# YOUR GOAL
Filter the data for lines with the word "Beatriz", then copy every line so identified.

(Stored data entries)

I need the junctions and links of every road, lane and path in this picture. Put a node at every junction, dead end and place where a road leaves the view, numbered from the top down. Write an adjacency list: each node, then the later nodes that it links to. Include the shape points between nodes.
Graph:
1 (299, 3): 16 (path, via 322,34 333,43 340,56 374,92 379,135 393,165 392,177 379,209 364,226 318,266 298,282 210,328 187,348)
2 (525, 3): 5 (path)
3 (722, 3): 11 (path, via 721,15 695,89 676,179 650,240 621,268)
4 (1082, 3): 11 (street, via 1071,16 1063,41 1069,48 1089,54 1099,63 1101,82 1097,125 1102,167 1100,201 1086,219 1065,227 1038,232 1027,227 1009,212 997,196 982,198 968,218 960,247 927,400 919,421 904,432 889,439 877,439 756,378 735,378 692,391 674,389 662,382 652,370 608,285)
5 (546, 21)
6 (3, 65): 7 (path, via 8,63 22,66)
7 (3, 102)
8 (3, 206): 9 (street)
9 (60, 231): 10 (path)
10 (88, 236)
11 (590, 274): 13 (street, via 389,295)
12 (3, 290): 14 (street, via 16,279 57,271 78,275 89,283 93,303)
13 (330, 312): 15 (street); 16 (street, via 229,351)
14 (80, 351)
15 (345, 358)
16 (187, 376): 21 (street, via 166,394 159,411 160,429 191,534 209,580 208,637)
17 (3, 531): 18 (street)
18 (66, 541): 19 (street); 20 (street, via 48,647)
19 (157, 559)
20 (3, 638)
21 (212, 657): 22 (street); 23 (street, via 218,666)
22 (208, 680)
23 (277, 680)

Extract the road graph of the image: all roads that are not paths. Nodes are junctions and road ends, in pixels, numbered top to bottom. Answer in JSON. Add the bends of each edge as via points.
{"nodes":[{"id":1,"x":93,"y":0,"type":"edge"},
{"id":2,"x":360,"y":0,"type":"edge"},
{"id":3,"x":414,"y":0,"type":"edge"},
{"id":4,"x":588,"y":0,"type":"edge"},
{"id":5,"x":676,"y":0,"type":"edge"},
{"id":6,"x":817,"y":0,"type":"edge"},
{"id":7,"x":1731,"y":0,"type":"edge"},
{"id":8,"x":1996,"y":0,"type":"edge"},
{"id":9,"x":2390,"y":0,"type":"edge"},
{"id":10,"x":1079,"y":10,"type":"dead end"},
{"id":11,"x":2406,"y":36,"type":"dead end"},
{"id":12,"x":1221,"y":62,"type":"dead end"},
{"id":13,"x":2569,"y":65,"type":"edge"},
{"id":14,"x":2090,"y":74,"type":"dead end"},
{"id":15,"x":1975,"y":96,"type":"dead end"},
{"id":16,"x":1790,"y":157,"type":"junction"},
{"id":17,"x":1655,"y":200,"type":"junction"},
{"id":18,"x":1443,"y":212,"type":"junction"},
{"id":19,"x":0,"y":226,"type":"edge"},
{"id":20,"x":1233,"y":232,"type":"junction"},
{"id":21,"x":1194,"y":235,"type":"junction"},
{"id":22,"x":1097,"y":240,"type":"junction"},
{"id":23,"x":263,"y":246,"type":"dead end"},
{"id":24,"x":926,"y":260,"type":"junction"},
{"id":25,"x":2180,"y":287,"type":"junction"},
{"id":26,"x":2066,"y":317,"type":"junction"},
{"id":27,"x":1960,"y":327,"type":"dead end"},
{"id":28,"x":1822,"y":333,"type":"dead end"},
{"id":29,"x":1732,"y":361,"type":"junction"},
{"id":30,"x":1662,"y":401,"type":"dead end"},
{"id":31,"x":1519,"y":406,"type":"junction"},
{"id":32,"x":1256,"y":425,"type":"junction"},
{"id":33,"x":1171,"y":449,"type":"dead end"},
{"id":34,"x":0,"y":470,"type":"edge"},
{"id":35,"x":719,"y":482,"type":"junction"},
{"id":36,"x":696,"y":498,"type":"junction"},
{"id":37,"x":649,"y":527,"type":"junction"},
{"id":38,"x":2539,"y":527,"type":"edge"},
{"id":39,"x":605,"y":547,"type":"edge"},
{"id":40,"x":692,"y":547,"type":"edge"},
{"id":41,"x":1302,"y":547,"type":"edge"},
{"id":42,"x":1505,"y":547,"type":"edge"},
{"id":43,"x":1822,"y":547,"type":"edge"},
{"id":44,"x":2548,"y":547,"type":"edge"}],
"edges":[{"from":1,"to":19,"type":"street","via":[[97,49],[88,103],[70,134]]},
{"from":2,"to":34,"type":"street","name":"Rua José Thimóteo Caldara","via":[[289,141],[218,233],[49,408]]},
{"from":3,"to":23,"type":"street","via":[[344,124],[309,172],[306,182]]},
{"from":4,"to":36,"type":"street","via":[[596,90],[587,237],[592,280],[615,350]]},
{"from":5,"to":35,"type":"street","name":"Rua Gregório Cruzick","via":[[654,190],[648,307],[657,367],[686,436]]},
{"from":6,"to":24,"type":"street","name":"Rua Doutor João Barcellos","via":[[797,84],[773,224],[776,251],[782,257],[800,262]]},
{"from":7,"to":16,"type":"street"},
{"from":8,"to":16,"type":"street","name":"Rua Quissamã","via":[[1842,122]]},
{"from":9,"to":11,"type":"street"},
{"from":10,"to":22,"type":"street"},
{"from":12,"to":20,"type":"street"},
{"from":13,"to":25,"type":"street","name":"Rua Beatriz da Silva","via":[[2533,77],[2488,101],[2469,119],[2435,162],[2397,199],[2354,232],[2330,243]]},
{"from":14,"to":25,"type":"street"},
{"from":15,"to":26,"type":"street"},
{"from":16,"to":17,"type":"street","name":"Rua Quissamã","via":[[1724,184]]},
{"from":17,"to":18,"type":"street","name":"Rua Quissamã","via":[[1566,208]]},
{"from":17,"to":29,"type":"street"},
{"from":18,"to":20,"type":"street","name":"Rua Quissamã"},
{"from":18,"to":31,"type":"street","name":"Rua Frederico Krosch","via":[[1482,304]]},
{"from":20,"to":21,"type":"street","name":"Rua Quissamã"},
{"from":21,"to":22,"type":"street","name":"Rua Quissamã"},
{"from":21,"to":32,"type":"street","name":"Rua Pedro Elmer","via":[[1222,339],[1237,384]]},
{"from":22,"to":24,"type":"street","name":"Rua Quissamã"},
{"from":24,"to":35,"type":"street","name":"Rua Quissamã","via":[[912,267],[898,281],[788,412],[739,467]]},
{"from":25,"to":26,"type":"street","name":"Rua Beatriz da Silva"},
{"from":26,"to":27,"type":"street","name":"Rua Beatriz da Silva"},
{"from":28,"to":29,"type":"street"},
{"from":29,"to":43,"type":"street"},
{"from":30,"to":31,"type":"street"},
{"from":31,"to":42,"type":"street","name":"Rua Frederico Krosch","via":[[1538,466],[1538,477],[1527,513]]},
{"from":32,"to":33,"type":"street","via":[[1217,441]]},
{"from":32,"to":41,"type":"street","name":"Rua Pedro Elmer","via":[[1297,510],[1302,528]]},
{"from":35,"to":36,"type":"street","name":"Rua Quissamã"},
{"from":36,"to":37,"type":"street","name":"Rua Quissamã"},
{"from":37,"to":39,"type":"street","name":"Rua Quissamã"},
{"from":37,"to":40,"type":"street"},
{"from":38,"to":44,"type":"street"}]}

# THE ANSWER
{"from":13,"to":25,"type":"street","name":"Rua Beatriz da Silva","via":[[2533,77],[2488,101],[2469,119],[2435,162],[2397,199],[2354,232],[2330,243]]},
{"from":25,"to":26,"type":"street","name":"Rua Beatriz da Silva"},
{"from":26,"to":27,"type":"street","name":"Rua Beatriz da Silva"},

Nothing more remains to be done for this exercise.